いよいよここで実際の値を処理することができます。

            end do
        end do
    end do

    ! Close NetCDF file
    call check( nf90_close(ncid) )

    ! If we got this far, everything worked as expected. Yipee! 
    print *, "*** SUCCESS reading example file ", FILE_NAME, "!"

最後に nf90_close でファイルを閉じて、処理が終了したことを出力します。

この下は、このプログラム中で使うサブルーチンです。

contains
    subroutine get_dimension(ncid, name, dim, dims)
        integer,           intent( in) :: ncid
        character(len=*),  intent( in) :: name
        integer,           intent(out) :: dim
        real, allocatable, intent(out) :: dims(:)

        integer :: varid, dimid

get_dimension サブルーチンでは、次元名を受け取って次元の長さと各値を返します。nf90_inq_dimid で次元名から次元の識別子を取り出し、nf90_inquire_dimension で次元の長さを得ます。あとはそれを使って allocate して、変数を取り出すだけです。

        call check( nf90_inq_dimid(ncid, name, dimid) )
        call check( nf90_inquire_dimension(ncid, dimid, len=dim) )
        allocate(dims(dim), stat=err)
        if (err /= 0) print *, name, ": Allocation request denied"
        call check( nf90_inq_varid(ncid, name, varid) )
        call check( nf90_get_var(ncid, varid, dims) )
    end subroutine get_dimension

    subroutine check(status)
        integer, intent(in) :: status

check サブルーチンは、nf90_ で始まる関数が返すステータスが nf90_noerr かどうかを確認し、エラーであったときには nf90_strerror 関数でエラーに対応する文字列を得て出力し、プログラムを終了します。
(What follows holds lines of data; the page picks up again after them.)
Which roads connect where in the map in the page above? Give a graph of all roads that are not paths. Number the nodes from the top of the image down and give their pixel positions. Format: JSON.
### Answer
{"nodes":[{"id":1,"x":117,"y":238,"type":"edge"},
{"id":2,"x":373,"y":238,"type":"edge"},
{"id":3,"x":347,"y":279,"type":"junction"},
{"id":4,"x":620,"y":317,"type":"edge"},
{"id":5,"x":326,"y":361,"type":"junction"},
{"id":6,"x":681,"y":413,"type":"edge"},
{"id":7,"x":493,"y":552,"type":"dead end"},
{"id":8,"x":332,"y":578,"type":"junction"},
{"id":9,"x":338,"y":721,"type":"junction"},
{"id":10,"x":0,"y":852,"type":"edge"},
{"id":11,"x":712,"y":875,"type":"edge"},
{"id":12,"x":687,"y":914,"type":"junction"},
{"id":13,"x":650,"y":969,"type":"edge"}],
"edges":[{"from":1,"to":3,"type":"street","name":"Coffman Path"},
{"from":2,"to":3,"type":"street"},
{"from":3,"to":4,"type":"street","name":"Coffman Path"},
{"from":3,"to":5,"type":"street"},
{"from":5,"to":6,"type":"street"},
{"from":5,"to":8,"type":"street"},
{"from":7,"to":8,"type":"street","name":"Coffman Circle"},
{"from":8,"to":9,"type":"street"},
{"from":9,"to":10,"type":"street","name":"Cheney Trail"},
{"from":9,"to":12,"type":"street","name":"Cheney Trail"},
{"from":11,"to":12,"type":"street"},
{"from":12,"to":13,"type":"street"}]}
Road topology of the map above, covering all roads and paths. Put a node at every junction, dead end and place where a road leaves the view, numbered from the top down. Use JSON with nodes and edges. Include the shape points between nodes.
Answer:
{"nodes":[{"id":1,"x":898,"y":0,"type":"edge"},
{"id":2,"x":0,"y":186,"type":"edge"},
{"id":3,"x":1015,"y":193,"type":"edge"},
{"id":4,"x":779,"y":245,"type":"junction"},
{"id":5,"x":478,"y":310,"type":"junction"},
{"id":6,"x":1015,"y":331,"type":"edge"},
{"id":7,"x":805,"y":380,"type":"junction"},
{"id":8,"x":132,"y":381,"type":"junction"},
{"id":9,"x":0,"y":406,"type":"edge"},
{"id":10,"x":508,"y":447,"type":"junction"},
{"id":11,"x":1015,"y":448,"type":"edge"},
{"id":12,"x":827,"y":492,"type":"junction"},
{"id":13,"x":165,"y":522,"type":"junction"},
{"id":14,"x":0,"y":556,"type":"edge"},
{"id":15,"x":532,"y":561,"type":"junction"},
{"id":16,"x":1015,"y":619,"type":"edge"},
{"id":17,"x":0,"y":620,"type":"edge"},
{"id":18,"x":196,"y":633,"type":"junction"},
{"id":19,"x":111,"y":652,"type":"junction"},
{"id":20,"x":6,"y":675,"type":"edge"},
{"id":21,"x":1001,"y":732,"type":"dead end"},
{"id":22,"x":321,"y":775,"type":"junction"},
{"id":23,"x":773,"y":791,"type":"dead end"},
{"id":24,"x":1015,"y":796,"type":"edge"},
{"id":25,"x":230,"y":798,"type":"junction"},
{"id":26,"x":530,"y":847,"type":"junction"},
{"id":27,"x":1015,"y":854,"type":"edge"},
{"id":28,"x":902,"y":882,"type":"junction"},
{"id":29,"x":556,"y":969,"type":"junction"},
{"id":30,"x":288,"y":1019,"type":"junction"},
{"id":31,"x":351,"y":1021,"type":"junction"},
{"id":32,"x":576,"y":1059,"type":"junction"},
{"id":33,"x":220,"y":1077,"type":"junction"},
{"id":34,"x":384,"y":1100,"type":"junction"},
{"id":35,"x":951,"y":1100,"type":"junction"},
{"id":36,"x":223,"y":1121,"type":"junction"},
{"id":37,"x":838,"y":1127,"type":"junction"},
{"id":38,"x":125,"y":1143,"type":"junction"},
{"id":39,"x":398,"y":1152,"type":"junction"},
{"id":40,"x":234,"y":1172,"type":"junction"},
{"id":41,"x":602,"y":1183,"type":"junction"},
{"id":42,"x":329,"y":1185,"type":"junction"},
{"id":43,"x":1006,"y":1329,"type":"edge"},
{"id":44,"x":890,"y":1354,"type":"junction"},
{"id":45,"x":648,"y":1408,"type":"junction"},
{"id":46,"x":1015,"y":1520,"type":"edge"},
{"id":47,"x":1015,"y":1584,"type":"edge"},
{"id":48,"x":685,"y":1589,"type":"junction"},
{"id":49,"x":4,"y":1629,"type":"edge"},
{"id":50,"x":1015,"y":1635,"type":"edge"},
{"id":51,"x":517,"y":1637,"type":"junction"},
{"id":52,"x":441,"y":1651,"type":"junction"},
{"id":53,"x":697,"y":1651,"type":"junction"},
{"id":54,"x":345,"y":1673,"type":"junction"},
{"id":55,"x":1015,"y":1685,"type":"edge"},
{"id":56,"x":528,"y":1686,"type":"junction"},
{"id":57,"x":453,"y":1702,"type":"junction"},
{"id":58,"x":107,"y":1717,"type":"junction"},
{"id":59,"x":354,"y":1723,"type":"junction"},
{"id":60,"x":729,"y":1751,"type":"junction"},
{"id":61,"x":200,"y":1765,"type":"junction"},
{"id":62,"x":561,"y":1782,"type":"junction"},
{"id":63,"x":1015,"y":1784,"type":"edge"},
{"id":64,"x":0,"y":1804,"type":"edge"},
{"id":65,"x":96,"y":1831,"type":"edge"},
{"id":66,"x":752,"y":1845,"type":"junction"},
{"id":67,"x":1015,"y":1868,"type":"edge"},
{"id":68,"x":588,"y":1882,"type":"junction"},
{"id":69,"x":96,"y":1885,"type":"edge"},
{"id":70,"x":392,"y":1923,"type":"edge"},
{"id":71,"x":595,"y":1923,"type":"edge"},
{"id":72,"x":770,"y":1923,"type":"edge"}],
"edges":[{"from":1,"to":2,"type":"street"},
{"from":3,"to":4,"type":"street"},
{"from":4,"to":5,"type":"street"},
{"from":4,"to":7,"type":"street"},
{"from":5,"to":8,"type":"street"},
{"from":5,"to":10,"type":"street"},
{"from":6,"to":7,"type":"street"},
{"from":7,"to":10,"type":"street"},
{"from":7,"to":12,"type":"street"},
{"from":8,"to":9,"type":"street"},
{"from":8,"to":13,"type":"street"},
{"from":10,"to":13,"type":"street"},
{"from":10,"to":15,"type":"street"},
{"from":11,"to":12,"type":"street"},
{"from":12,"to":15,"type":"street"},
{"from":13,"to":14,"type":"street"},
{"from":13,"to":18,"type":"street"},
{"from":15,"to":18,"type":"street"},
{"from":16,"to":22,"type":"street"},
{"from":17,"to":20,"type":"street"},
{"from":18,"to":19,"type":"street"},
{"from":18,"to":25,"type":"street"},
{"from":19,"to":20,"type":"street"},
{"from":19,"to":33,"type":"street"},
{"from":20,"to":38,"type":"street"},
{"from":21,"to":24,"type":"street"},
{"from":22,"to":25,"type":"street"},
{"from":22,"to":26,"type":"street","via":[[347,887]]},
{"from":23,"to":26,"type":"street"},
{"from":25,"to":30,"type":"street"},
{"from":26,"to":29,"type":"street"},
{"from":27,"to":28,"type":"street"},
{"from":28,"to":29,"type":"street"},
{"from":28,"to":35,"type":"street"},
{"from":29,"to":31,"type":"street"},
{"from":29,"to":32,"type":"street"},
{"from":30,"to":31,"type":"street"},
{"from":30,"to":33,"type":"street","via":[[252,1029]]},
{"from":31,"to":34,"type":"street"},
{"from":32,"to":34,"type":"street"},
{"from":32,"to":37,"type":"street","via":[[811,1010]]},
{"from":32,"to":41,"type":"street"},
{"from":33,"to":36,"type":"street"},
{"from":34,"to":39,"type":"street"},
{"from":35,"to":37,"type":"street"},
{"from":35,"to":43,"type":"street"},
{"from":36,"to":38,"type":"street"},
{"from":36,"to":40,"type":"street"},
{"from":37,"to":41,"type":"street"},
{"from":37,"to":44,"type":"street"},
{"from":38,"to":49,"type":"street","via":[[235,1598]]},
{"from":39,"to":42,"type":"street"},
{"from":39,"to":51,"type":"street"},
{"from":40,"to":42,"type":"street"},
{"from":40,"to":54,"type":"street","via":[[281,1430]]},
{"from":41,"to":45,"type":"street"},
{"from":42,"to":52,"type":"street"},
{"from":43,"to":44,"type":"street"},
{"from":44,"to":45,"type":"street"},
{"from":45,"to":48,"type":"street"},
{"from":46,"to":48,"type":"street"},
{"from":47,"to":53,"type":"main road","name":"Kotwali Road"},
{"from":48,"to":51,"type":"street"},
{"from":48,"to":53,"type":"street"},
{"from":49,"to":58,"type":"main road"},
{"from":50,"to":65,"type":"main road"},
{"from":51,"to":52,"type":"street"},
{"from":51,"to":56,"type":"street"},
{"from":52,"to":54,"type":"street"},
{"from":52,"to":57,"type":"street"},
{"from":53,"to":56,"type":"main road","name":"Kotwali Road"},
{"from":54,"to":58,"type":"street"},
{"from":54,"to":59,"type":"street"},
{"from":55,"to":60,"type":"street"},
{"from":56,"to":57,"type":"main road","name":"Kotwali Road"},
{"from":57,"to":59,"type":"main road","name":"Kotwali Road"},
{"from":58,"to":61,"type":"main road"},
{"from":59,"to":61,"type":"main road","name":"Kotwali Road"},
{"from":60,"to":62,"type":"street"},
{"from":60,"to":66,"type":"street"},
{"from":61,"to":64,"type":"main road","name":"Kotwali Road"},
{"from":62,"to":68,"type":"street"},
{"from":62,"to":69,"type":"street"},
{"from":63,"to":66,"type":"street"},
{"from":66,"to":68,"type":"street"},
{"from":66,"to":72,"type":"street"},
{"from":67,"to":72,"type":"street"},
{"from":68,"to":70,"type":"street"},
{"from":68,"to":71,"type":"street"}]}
        if (status /= nf90_noerr) then 
            print *, trim(nf90_strerror(status))
            stop "Stopped"
        end if
    end subroutine check  
end program netcdf_read

ここまでがプログラムの説明です。わかりやすいですね。

コンパイル

Homebrew でデフォルトの場所にインストールされた NetCDF を使うには

gfortran ファイル名.f90 -I/usr/local/include -L/usr/local/lib -lnetcdff -o ファイル名

みたいな感じにします。インクルードする netcdf.mod がある場所を -I オプションで、リンクする libnetcdff.a がある場所を -L オプションで指定し、-lnetcdff でリンクします。それぞれの場所は環境に合わせて変えてください。

まとめ

これで Fortran を使って NetCDF ファイルを読み込むことができましたね。今回のケースは変数などの名前が分かっているという前提ですが、そうでないときにもちゃんと読み込むことができます。あと書き込むことももちろんできますが、そういうのは今回は取り扱っていません。ドキュメント読めば何とかなります。

add_offset とか scale_factor とか、気をつけないと全然違う値になります。ちょっと面倒ですね。そういうのも勝手に何とかなっていたらいいですよね。というかそもそもいろいろ面倒ですね。

そこでオススメするのが Python の netcdf4 モジュールです。だいたいうまくやってくれるし、データが numpy で取り扱えるので、そのまま matplotlib でプロットもできます。記述量も減って簡単になるし、良いことしかないですね。ということで、Fortran で読み込むのやめて Python で読み込むといいですよ。